[YOUR GOAL]:
Please repeat exactly the lines below from the one containing "pinky tip: (219, 275)" down to the one containing "thumb ip: (331, 69)", both included, and nothing else.

[TASK MATERIAL]:
□ □ □

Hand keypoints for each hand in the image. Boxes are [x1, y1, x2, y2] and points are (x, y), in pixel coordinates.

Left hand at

□ □ □

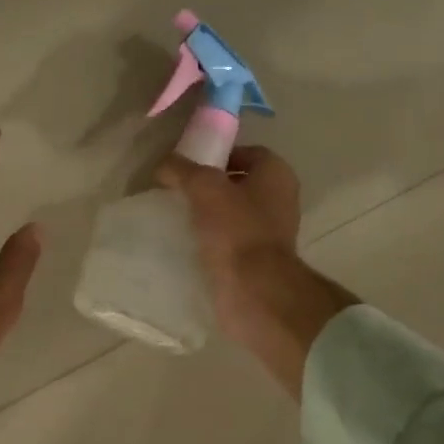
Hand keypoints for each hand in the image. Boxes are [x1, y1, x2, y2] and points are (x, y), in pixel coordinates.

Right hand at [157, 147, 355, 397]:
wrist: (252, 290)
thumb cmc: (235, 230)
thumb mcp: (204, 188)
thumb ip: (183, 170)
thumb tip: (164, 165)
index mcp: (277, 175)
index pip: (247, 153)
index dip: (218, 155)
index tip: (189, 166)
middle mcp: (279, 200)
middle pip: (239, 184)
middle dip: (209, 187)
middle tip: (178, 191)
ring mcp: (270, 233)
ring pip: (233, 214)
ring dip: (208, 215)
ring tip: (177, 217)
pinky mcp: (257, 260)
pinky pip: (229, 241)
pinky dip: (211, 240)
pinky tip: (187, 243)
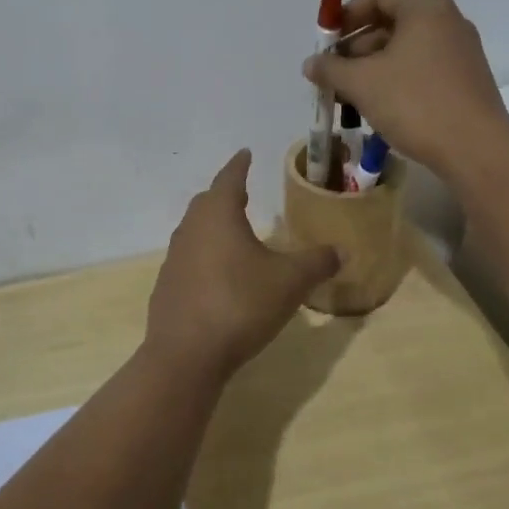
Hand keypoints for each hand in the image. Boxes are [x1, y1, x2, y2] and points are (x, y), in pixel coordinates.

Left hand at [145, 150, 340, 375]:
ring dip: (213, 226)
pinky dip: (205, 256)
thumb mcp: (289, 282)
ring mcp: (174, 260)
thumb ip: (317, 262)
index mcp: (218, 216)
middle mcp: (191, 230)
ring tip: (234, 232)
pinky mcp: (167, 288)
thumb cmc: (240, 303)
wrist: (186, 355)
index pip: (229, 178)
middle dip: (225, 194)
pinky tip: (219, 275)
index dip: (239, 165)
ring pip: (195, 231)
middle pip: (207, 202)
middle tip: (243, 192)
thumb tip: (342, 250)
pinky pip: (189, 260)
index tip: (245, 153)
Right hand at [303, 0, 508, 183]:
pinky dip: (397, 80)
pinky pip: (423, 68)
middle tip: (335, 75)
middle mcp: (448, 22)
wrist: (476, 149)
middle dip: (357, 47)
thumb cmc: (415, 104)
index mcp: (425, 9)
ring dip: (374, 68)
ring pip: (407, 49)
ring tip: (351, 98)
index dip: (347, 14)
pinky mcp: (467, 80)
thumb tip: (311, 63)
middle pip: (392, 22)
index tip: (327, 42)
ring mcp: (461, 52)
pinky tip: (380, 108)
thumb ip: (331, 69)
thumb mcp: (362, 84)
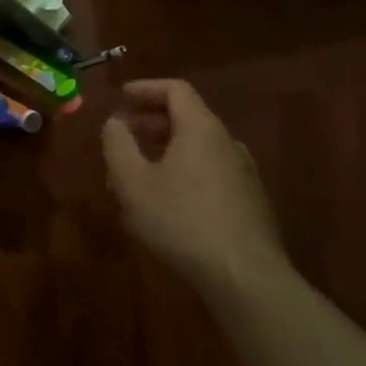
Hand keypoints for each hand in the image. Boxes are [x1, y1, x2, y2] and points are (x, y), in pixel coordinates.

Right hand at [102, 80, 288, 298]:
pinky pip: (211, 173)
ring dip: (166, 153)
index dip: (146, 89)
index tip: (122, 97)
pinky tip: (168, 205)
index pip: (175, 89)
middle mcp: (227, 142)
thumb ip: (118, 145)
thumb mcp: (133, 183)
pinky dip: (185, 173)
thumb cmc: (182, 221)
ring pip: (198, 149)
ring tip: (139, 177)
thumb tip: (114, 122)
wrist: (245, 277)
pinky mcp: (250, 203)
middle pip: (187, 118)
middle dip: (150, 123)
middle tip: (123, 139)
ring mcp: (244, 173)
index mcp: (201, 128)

□ □ □

[EXPECTED ANSWER]:
pinky tip: (219, 275)
index dip: (239, 165)
ring pip: (195, 231)
middle pip: (207, 202)
middle tip: (243, 192)
thumb tip: (342, 250)
pinky pip: (189, 260)
index tip: (245, 153)
Right hand at [303, 0, 508, 183]:
pinky dip: (397, 80)
pinky pip: (423, 68)
middle tip: (335, 75)
middle mcp: (448, 22)
wrist: (476, 149)
middle dip: (357, 47)
thumb cmc: (415, 104)
index mcp: (425, 9)
ring dip: (374, 68)
ring pip: (407, 49)
ring tip: (351, 98)
index dip: (347, 14)
pinky mcp: (467, 80)
thumb tip: (311, 63)
middle pip: (392, 22)
index tip: (327, 42)
ring mcp: (461, 52)
pinky tip: (380, 108)
thumb ip: (331, 69)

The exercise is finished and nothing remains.